Through the line with "of all nations." and starting from the first line, return the records below word for word, with pictures left out.

Working data —
######
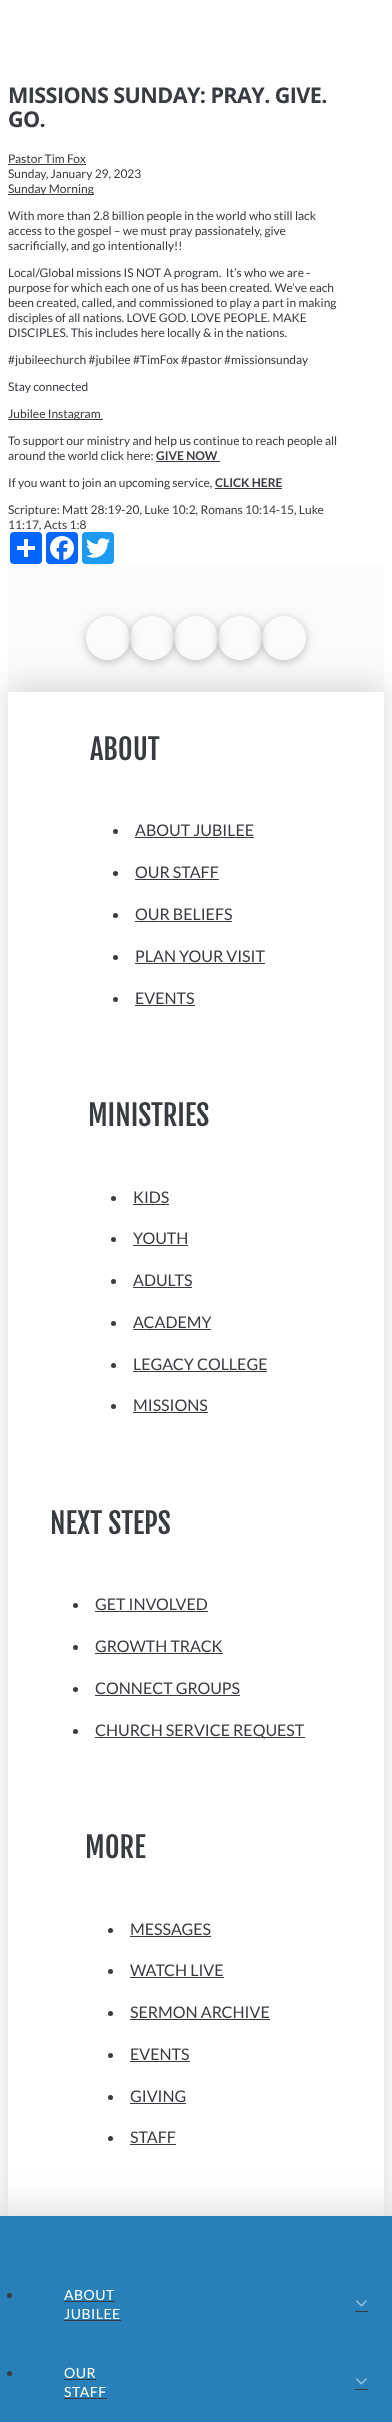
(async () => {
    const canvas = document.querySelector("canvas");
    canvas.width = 392;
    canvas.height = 2422;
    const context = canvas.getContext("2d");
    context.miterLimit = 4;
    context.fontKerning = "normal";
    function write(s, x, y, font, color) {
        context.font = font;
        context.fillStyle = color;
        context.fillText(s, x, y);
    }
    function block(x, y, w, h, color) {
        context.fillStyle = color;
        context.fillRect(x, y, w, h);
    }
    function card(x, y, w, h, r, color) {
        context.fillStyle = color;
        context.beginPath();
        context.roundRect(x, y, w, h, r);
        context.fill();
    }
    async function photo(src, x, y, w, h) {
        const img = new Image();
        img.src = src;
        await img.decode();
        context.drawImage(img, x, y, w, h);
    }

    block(0, 0, 392, 2422, "rgb(255, 255, 255)");
    context.letterSpacing = "-0.6px";
    write("MISSIONS SUNDAY: PRAY. GIVE.", 8, 103, "bold 21.6px Open Sans", "rgb(56, 59, 64)");
    write("GO.", 8, 127, "bold 21.6px Open Sans", "rgb(56, 59, 64)");
    context.letterSpacing = "0px";
    write("Pastor Tim Fox", 8, 163, "12px Lato", "rgb(56, 59, 64)");
    block(8, 164, 78, 1, "rgb(56, 59, 64)");
    write("Sunday, January 29, 2023", 8, 178, "12px Lato", "rgb(56, 59, 64)");
    block(8, 194, 86, 1, "rgb(56, 59, 64)");
    write("Sunday Morning", 8, 193, "12px Lato", "rgb(56, 59, 64)");
    write("With more than 2.8 billion people in the world who still lack", 8, 220, "12px Lato", "rgb(56, 59, 64)");
    write("access to the gospel – we must pray passionately, give", 8, 235, "12px Lato", "rgb(56, 59, 64)");
    write("sacrificially, and go intentionally!!", 8, 250, "12px Lato", "rgb(56, 59, 64)");
    write("Local/Global missions IS NOT A program.  It’s who we are -", 8, 277, "12px Lato", "rgb(56, 59, 64)");
    write("purpose for which each one of us has been created. We’ve each", 8, 292, "12px Lato", "rgb(56, 59, 64)");
    write("been created, called, and commissioned to play a part in making", 8, 307, "12px Lato", "rgb(56, 59, 64)");
    write("disciples of all nations. LOVE GOD. LOVE PEOPLE. MAKE", 8, 322, "12px Lato", "rgb(56, 59, 64)");
    write("DISCIPLES. This includes here locally & in the nations.", 8, 337, "12px Lato", "rgb(56, 59, 64)");
    write("#jubileechurch #jubilee #TimFox #pastor #missionsunday", 8, 364, "12px Lato", "rgb(56, 59, 64)");
    write("Stay connected", 8, 391, "12px Lato", "rgb(56, 59, 64)");
    block(8, 419, 95, 1, "rgb(56, 59, 64)");
    write("Jubilee Instagram", 8, 418, "12px Lato", "rgb(56, 59, 64)");
    write("To support our ministry and help us continue to reach people all", 8, 445, "12px Lato", "rgb(56, 59, 64)");
    write("around the world click here:", 8, 460, "12px Lato", "rgb(56, 59, 64)");
    write("GIVE NOW", 156, 460, "bold 12px Lato", "rgb(56, 59, 64)");
    block(156, 461, 64, 1, "rgb(56, 59, 64)");
    write("If you want to join an upcoming service,", 8, 487, "12px Lato", "rgb(56, 59, 64)");
    write("CLICK HERE", 215, 487, "bold 12px Lato", "rgb(56, 59, 64)");
    block(215, 488, 67, 1, "rgb(56, 59, 64)");
    write("Scripture: Matt 28:19-20, Luke 10:2, Romans 10:14-15, Luke", 8, 514, "12px Lato", "rgb(56, 59, 64)");
    write("11:17, Acts 1:8", 8, 529, "12px Lato", "rgb(56, 59, 64)");
    card(10, 532, 32, 32, 4, "rgb(1, 102, 255)");
    block(24, 539, 4, 18, "rgb(255, 255, 255)");
    block(17, 546, 18, 4, "rgb(255, 255, 255)");
    card(46, 532, 32, 32, 4, "rgb(8, 102, 255)");
    await photo("media/1.png", 50, 536, 24, 24);
    card(82, 532, 32, 32, 4, "rgb(29, 155, 240)");
    await photo("media/2.png", 86, 538, 24, 20);
    block(8, 564, 376, 128, "rgb(250, 251, 251)");
    context.save();
    context.beginPath();
    context.moveTo(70, 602);
    context.lineTo(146, 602);
    context.lineTo(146, 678);
    context.lineTo(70, 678);
    context.closePath();
    context.moveTo(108, 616);
    context.bezierCurveTo(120, 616, 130, 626, 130, 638);
    context.bezierCurveTo(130, 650, 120, 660, 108, 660);
    context.bezierCurveTo(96, 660, 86, 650, 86, 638);
    context.bezierCurveTo(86, 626, 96, 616, 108, 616);
    context.closePath();
    context.clip("evenodd");
    context.fillStyle = "rgba(0, 0, 0, 0.25)";
    context.filter = "blur(5px)";
    context.beginPath();
    context.roundRect(86, 618, 44, 44, 22);
    context.fill();
    context.filter = "none";
    context.restore();
    context.save();
    context.beginPath();
    context.moveTo(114, 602);
    context.lineTo(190, 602);
    context.lineTo(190, 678);
    context.lineTo(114, 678);
    context.closePath();
    context.moveTo(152, 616);
    context.bezierCurveTo(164, 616, 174, 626, 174, 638);
    context.bezierCurveTo(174, 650, 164, 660, 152, 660);
    context.bezierCurveTo(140, 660, 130, 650, 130, 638);
    context.bezierCurveTo(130, 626, 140, 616, 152, 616);
    context.closePath();
    context.clip("evenodd");
    context.fillStyle = "rgba(0, 0, 0, 0.25)";
    context.filter = "blur(5px)";
    context.beginPath();
    context.roundRect(130, 618, 44, 44, 22);
    context.fill();
    context.filter = "none";
    context.restore();
    context.save();
    context.beginPath();
    context.moveTo(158, 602);
    context.lineTo(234, 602);
    context.lineTo(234, 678);
    context.lineTo(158, 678);
    context.closePath();
    context.moveTo(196, 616);
    context.bezierCurveTo(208, 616, 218, 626, 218, 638);
    context.bezierCurveTo(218, 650, 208, 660, 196, 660);
    context.bezierCurveTo(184, 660, 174, 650, 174, 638);
    context.bezierCurveTo(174, 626, 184, 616, 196, 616);
    context.closePath();
    context.clip("evenodd");
    context.fillStyle = "rgba(0, 0, 0, 0.25)";
    context.filter = "blur(5px)";
    context.beginPath();
    context.roundRect(174, 618, 44, 44, 22);
    context.fill();
    context.filter = "none";
    context.restore();
    context.save();
    context.beginPath();
    context.moveTo(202, 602);
    context.lineTo(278, 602);
    context.lineTo(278, 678);
    context.lineTo(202, 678);
    context.closePath();
    context.moveTo(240, 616);
    context.bezierCurveTo(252, 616, 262, 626, 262, 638);
    context.bezierCurveTo(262, 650, 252, 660, 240, 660);
    context.bezierCurveTo(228, 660, 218, 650, 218, 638);
    context.bezierCurveTo(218, 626, 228, 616, 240, 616);
    context.closePath();
    context.clip("evenodd");
    context.fillStyle = "rgba(0, 0, 0, 0.25)";
    context.filter = "blur(5px)";
    context.beginPath();
    context.roundRect(218, 618, 44, 44, 22);
    context.fill();
    context.filter = "none";
    context.restore();
    context.save();
    context.beginPath();
    context.moveTo(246, 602);
    context.lineTo(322, 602);
    context.lineTo(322, 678);
    context.lineTo(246, 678);
    context.closePath();
    context.moveTo(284, 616);
    context.bezierCurveTo(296, 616, 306, 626, 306, 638);
    context.bezierCurveTo(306, 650, 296, 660, 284, 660);
    context.bezierCurveTo(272, 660, 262, 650, 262, 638);
    context.bezierCurveTo(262, 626, 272, 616, 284, 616);
    context.closePath();
    context.clip("evenodd");
    context.fillStyle = "rgba(0, 0, 0, 0.25)";
    context.filter = "blur(5px)";
    context.beginPath();
    context.roundRect(262, 618, 44, 44, 22);
    context.fill();
    context.filter = "none";
    context.restore();
    context.save();
    context.beginPath();
    context.moveTo(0, 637);
    context.lineTo(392, 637);
    context.lineTo(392, 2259);
    context.lineTo(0, 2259);
    context.closePath();
    context.moveTo(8, 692);
    context.lineTo(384, 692);
    context.lineTo(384, 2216);
    context.lineTo(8, 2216);
    context.closePath();
    context.clip("evenodd");
    context.fillStyle = "rgba(0, 0, 0, 0.15)";
    context.filter = "blur(16px)";
    context.beginPath();
    context.rect(8, 686, 376, 1524);
    context.fill();
    context.filter = "none";
    context.restore();
    write("ABOUT", 90, 760, "28.5px Fjalla One", "rgb(56, 59, 64)");
    context.beginPath();
    context.arc(115.5, 831.5, 2.5, 0, Math.PI * 2);
    context.fill();
    write("ABOUT JUBILEE", 135, 836, "16px Lato", "rgb(56, 59, 64)");
    block(135, 837, 119, 1, "rgb(56, 59, 64)");
    context.beginPath();
    context.arc(115.5, 873.5, 2.5, 0, Math.PI * 2);
    context.fill();
    write("OUR STAFF", 135, 878, "16px Lato", "rgb(56, 59, 64)");
    block(135, 879, 84, 1, "rgb(56, 59, 64)");
    context.beginPath();
    context.arc(115.5, 915.5, 2.5, 0, Math.PI * 2);
    context.fill();
    write("OUR BELIEFS", 135, 920, "16px Lato", "rgb(56, 59, 64)");
    block(135, 921, 97, 1, "rgb(56, 59, 64)");
    context.beginPath();
    context.arc(115.5, 957.5, 2.5, 0, Math.PI * 2);
    context.fill();
    write("PLAN YOUR VISIT", 135, 962, "16px Lato", "rgb(56, 59, 64)");
    block(135, 963, 130, 1, "rgb(56, 59, 64)");
    context.beginPath();
    context.arc(115.5, 999.5, 2.5, 0, Math.PI * 2);
    context.fill();
    write("EVENTS", 135, 1004, "16px Lato", "rgb(56, 59, 64)");
    block(135, 1005, 60, 1, "rgb(56, 59, 64)");
    write("MINISTRIES", 88, 1126, "28.5px Fjalla One", "rgb(56, 59, 64)");
    context.beginPath();
    context.arc(113.5, 1198.5, 2.5, 0, Math.PI * 2);
    context.fill();
    write("KIDS", 133, 1203, "16px Lato", "rgb(56, 59, 64)");
    block(133, 1204, 36, 1, "rgb(56, 59, 64)");
    context.beginPath();
    context.arc(113.5, 1239.5, 2.5, 0, Math.PI * 2);
    context.fill();
    write("YOUTH", 133, 1244, "16px Lato", "rgb(56, 59, 64)");
    block(133, 1245, 55, 1, "rgb(56, 59, 64)");
    context.beginPath();
    context.arc(113.5, 1281.5, 2.5, 0, Math.PI * 2);
    context.fill();
    write("ADULTS", 133, 1286, "16px Lato", "rgb(56, 59, 64)");
    block(133, 1287, 59, 1, "rgb(56, 59, 64)");
    context.beginPath();
    context.arc(113.5, 1323.5, 2.5, 0, Math.PI * 2);
    context.fill();
    write("ACADEMY", 133, 1328, "16px Lato", "rgb(56, 59, 64)");
    block(133, 1329, 78, 1, "rgb(56, 59, 64)");
    context.beginPath();
    context.arc(113.5, 1365.5, 2.5, 0, Math.PI * 2);
    context.fill();
    write("LEGACY COLLEGE", 133, 1370, "16px Lato", "rgb(56, 59, 64)");
    block(133, 1371, 134, 1, "rgb(56, 59, 64)");
    context.beginPath();
    context.arc(113.5, 1406.5, 2.5, 0, Math.PI * 2);
    context.fill();
    write("MISSIONS", 133, 1411, "16px Lato", "rgb(56, 59, 64)");
    block(133, 1412, 75, 1, "rgb(56, 59, 64)");
    write("NEXT STEPS", 50, 1534, "28.5px Fjalla One", "rgb(56, 59, 64)");
    context.beginPath();
    context.arc(75.5, 1605.5, 2.5, 0, Math.PI * 2);
    context.fill();
    write("GET INVOLVED", 95, 1610, "16px Lato", "rgb(56, 59, 64)");
    block(95, 1611, 113, 1, "rgb(56, 59, 64)");
    context.beginPath();
    context.arc(75.5, 1647.5, 2.5, 0, Math.PI * 2);
    context.fill();
    write("GROWTH TRACK", 95, 1652, "16px Lato", "rgb(56, 59, 64)");
    block(95, 1653, 128, 1, "rgb(56, 59, 64)");
    context.beginPath();
    context.arc(75.5, 1689.5, 2.5, 0, Math.PI * 2);
    context.fill();
    write("CONNECT GROUPS", 95, 1694, "16px Lato", "rgb(56, 59, 64)");
    block(95, 1695, 145, 1, "rgb(56, 59, 64)");
    context.beginPath();
    context.arc(75.5, 1731.5, 2.5, 0, Math.PI * 2);
    context.fill();
    block(95, 1737, 210, 1, "rgb(56, 59, 64)");
    write("CHURCH SERVICE REQUEST", 95, 1736, "16px Lato", "rgb(56, 59, 64)");
    write("MORE", 85, 1858, "28.5px Fjalla One", "rgb(56, 59, 64)");
    context.beginPath();
    context.arc(110.5, 1930.5, 2.5, 0, Math.PI * 2);
    context.fill();
    write("MESSAGES", 130, 1935, "16px Lato", "rgb(56, 59, 64)");
    block(130, 1936, 81, 1, "rgb(56, 59, 64)");
    context.beginPath();
    context.arc(110.5, 1971.5, 2.5, 0, Math.PI * 2);
    context.fill();
    write("WATCH LIVE", 130, 1976, "16px Lato", "rgb(56, 59, 64)");
    block(130, 1977, 94, 1, "rgb(56, 59, 64)");
    context.beginPath();
    context.arc(110.5, 2013.5, 2.5, 0, Math.PI * 2);
    context.fill();
    write("SERMON ARCHIVE", 130, 2018, "16px Lato", "rgb(56, 59, 64)");
    block(130, 2019, 140, 1, "rgb(56, 59, 64)");
    context.beginPath();
    context.arc(110.5, 2055.5, 2.5, 0, Math.PI * 2);
    context.fill();
    write("EVENTS", 130, 2060, "16px Lato", "rgb(56, 59, 64)");
    block(130, 2061, 60, 1, "rgb(56, 59, 64)");
    context.beginPath();
    context.arc(110.5, 2097.5, 2.5, 0, Math.PI * 2);
    context.fill();
    write("GIVING", 130, 2102, "16px Lato", "rgb(56, 59, 64)");
    block(130, 2103, 56, 1, "rgb(56, 59, 64)");
    context.beginPath();
    context.arc(110.5, 2138.5, 2.5, 0, Math.PI * 2);
    context.fill();
    write("STAFF", 130, 2143, "16px Lato", "rgb(56, 59, 64)");
    block(130, 2144, 46, 1, "rgb(56, 59, 64)");
    context.fillStyle = "rgba(0, 0, 0, 0.25)";
    context.filter = "blur(24px)";
    context.beginPath();
    context.rect(-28, 2224, 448, 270);
    context.fill();
    context.filter = "none";
    block(0, 2216, 392, 206, "rgb(41, 128, 185)");
    context.fillStyle = "rgb(56, 59, 64)";
    context.beginPath();
    context.arc(9.5, 2295.5, 2.5, 0, Math.PI * 2);
    context.fill();
    context.letterSpacing = "0.5px";
    write("ABOUT", 64, 2300, "14px Lato", "rgb(255, 255, 255)");
    block(64, 2301, 51, 1, "rgb(56, 59, 64)");
    write("JUBILEE", 64, 2319, "14px Lato", "rgb(255, 255, 255)");
    block(64, 2320, 57, 1, "rgb(56, 59, 64)");
    block(355, 2311, 13, 1, "rgb(56, 59, 64)");
    await photo("media/3.png", 356, 2300, 11, 7);
    context.beginPath();
    context.arc(9.5, 2373.5, 2.5, 0, Math.PI * 2);
    context.fill();
    write("OUR", 64, 2378, "14px Lato", "rgb(255, 255, 255)");
    block(64, 2379, 32, 1, "rgb(56, 59, 64)");
    write("STAFF", 64, 2397, "14px Lato", "rgb(255, 255, 255)");
    block(64, 2398, 43, 1, "rgb(56, 59, 64)");
    block(355, 2389, 13, 1, "rgb(56, 59, 64)");
    await photo("media/3.png", 356, 2378, 11, 7);
})();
######
Exercise solution —
(async () => {
    const canvas = document.querySelector("canvas");
    canvas.width = 392;
    canvas.height = 2422;
    const context = canvas.getContext("2d");
    context.miterLimit = 4;
    context.fontKerning = "normal";
    function write(s, x, y, font, color) {
        context.font = font;
        context.fillStyle = color;
        context.fillText(s, x, y);
    }
    function block(x, y, w, h, color) {
        context.fillStyle = color;
        context.fillRect(x, y, w, h);
    }
    function card(x, y, w, h, r, color) {
        context.fillStyle = color;
        context.beginPath();
        context.roundRect(x, y, w, h, r);
        context.fill();
    }
    async function photo(src, x, y, w, h) {
        const img = new Image();
        img.src = src;
        await img.decode();
        context.drawImage(img, x, y, w, h);
    }

    block(0, 0, 392, 2422, "rgb(255, 255, 255)");
    context.letterSpacing = "-0.6px";
    write("MISSIONS SUNDAY: PRAY. GIVE.", 8, 103, "bold 21.6px Open Sans", "rgb(56, 59, 64)");
    write("GO.", 8, 127, "bold 21.6px Open Sans", "rgb(56, 59, 64)");
    context.letterSpacing = "0px";
    write("Pastor Tim Fox", 8, 163, "12px Lato", "rgb(56, 59, 64)");
    block(8, 164, 78, 1, "rgb(56, 59, 64)");
    write("Sunday, January 29, 2023", 8, 178, "12px Lato", "rgb(56, 59, 64)");
    block(8, 194, 86, 1, "rgb(56, 59, 64)");
    write("Sunday Morning", 8, 193, "12px Lato", "rgb(56, 59, 64)");
    write("With more than 2.8 billion people in the world who still lack", 8, 220, "12px Lato", "rgb(56, 59, 64)");
    write("access to the gospel – we must pray passionately, give", 8, 235, "12px Lato", "rgb(56, 59, 64)");
    write("sacrificially, and go intentionally!!", 8, 250, "12px Lato", "rgb(56, 59, 64)");
    write("Local/Global missions IS NOT A program.  It’s who we are -", 8, 277, "12px Lato", "rgb(56, 59, 64)");
    write("purpose for which each one of us has been created. We’ve each", 8, 292, "12px Lato", "rgb(56, 59, 64)");
    write("been created, called, and commissioned to play a part in making", 8, 307, "12px Lato", "rgb(56, 59, 64)");
    write("disciples of all nations. LOVE GOD. LOVE PEOPLE. MAKE", 8, 322, "12px Lato", "rgb(56, 59, 64)");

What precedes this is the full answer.